Josquin was the greatest composer of the high Renaissance, the most varied in invention and the most profound in expression. Much of his music cannot be dated. Generally, however, his first period (up to circa 1485) is characterized by abstract, melismatic counterpoint in the manner of Ockeghem and by tenuous relationships between words and music.

The middle period (to circa 1505) saw the development and perfection of the technique of pervasive imitation based on word-generated motifs. This style has been seen as a synthesis of two traditions: the northem polyphony of Dufay, Busnois and Ockeghem, in which he presumably had his earliest training, and the more chordal, harmonically orientated practice of Italy. In the final period the relationship between word and note becomes even closer and there is increasing emphasis on declamation and rhetorical expression within a style of the utmost economy.

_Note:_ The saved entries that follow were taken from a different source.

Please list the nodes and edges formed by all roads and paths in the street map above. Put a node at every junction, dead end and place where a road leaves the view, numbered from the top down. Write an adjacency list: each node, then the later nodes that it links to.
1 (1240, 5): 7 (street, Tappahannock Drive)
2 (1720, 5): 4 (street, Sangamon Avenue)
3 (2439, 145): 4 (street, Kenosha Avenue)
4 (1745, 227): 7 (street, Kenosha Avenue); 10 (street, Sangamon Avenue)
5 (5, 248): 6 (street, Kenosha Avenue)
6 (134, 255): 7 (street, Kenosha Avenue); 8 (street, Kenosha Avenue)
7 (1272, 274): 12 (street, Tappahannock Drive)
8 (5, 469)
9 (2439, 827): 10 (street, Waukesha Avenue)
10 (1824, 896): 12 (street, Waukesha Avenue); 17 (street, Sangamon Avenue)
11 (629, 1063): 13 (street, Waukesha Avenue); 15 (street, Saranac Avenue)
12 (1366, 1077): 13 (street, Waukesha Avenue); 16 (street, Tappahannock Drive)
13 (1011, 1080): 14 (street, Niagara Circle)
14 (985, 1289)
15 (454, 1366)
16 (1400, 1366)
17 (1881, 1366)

His many motets span all three periods. One of the earliest, the four-part Victimae paschali laudes (1502), exemplifies his early style, with its dense texture, lack of imitation, patches of stagnant rhythm and rudimentary treatment of dissonance. Greater maturity is shown in Planxit autem David, in which homophonic and freely imitative passages alternate, and in Absalon, fili mi, with its flexible combination of textures. His later motets, such as In principio erat verbum, combine motivic intensity and melodic succinctness with formal clarity; they are either freely composed, four-part settings of biblical texts, or large-scale cantus firmus pieces. Transparent textures and duet writing are common.

Josquin’s 18 complete masses combine elements of cantus firmus, parody and paraphrase techniques. One of the earliest, L’ami Baudichon, is a cantus firmus mass on a simple dance formula; the simplicity of melody and rhythm and the clarity of harmony and texture recall the Burgundian style of the 1450s and 1460s. Fortuna desperata, on the other hand, is an early example of parody. Canonic writing and ostinato hgures are features. His last great masses, notably the Missa de beata virgine and the Missa ‘Pange lingua’ were preceded by works in which every resource is deployed with bravura.

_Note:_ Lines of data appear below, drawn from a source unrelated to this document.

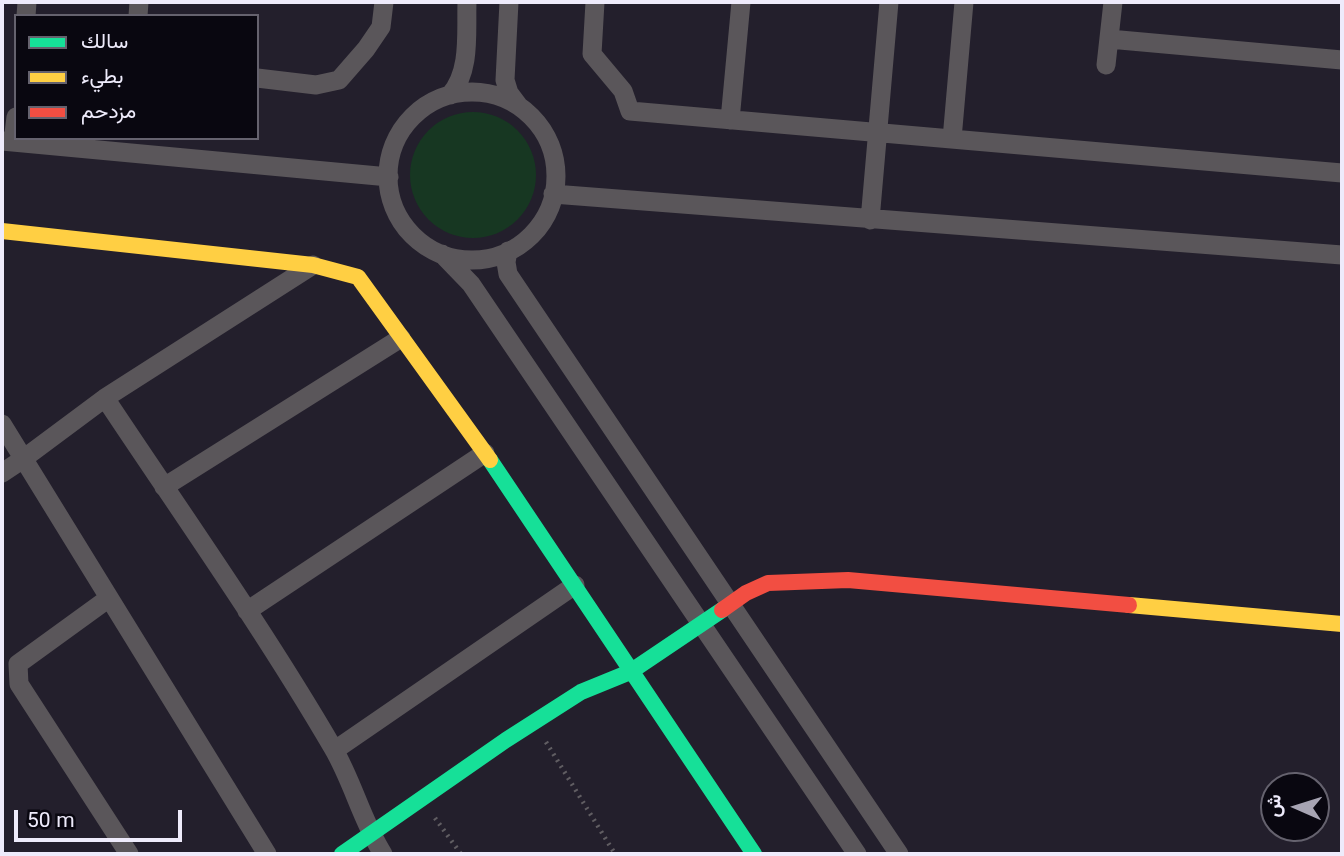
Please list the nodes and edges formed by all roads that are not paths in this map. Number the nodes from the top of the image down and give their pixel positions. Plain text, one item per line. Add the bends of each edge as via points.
1 (384, 2) edge
2 (467, 2) edge
3 (509, 2) edge
4 (594, 2) edge
5 (741, 2) edge
6 (889, 2) edge
7 (964, 2) edge
8 (1112, 2) edge
9 (1109, 39) junction
10 (1342, 60) edge
11 (1106, 65) dead end
12 (259, 78) edge
13 (450, 95) junction
14 (518, 104) junction
15 (730, 120) junction
16 (14, 122) edge
17 (877, 132) junction
18 (952, 139) junction
19 (7, 141) edge
20 (1342, 173) edge
21 (389, 177) junction
22 (553, 194) junction
23 (870, 220) junction
24 (2, 231) edge
25 (508, 251) junction
26 (442, 254) junction
27 (1342, 255) edge
28 (313, 265) junction
29 (401, 338) junction
30 (105, 398) junction
31 (2, 424) edge
32 (485, 453) junction
33 (23, 459) junction
34 (2, 473) edge
35 (164, 487) junction
36 (575, 585) junction
37 (109, 598) junction
38 (730, 604) junction
39 (247, 611) junction
40 (702, 624) junction
41 (1342, 624) edge
42 (630, 672) junction
43 (335, 750) junction
44 (371, 835) junction
45 (129, 854) edge
46 (267, 854) edge
47 (342, 854) edge
48 (383, 854) edge
49 (754, 854) edge
50 (857, 854) edge
51 (899, 854) edge

1 - 12 street via 381,27 339,80 316,85
2 - 13 street via 463,73
3 - 14 street via 505,80
4 - 15 street via 593,54 623,91 630,111
5 - 15 street
6 - 17 street
7 - 18 street
8 - 9 street
9 - 10 street
9 - 11 street
13 - 14 street via 491,93
13 - 21 street via 434,100 411,117 395,142
14 - 22 street via 539,124 553,150
15 - 17 street
16 - 19 street
17 - 18 street
17 - 23 street
18 - 20 street
19 - 21 street
21 - 26 street via 401,221 419,241
22 - 23 street
22 - 25 street via 538,228
23 - 27 street
24 - 28 street
25 - 26 street via 468,260
25 - 38 street via 508,274
26 - 40 street via 471,284
28 - 29 street via 358,277
28 - 30 street
29 - 32 street
29 - 35 street
30 - 33 street
30 - 35 street
31 - 33 street
32 - 36 street
32 - 39 street
33 - 34 street
33 - 37 street
35 - 39 street
36 - 42 street
36 - 43 street
37 - 45 street via 18,664 19,684
37 - 46 street
38 - 40 street
38 - 41 street via 768,583 848,580
38 - 51 street
39 - 43 street
40 - 42 street
40 - 50 street
42 - 44 street via 581,692
42 - 49 street
43 - 44 street
44 - 47 street
44 - 48 street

Josquin’s secular music comprises three settings of Italian texts and numerous chansons. One of the earliest, Cela sans plus, typifies his observance of the formes fixes and the influences of the Burgundian style of Busnois and Ockeghem. Later works, such as Mille regretz, are less canonic, the clear articulation of line and points of imitation achieved by a carefull balanced hierarchy of cadences. Some, like Si j’ay perdu mon ami, look forward to the popular ‘Parisian’ chanson of Janequin.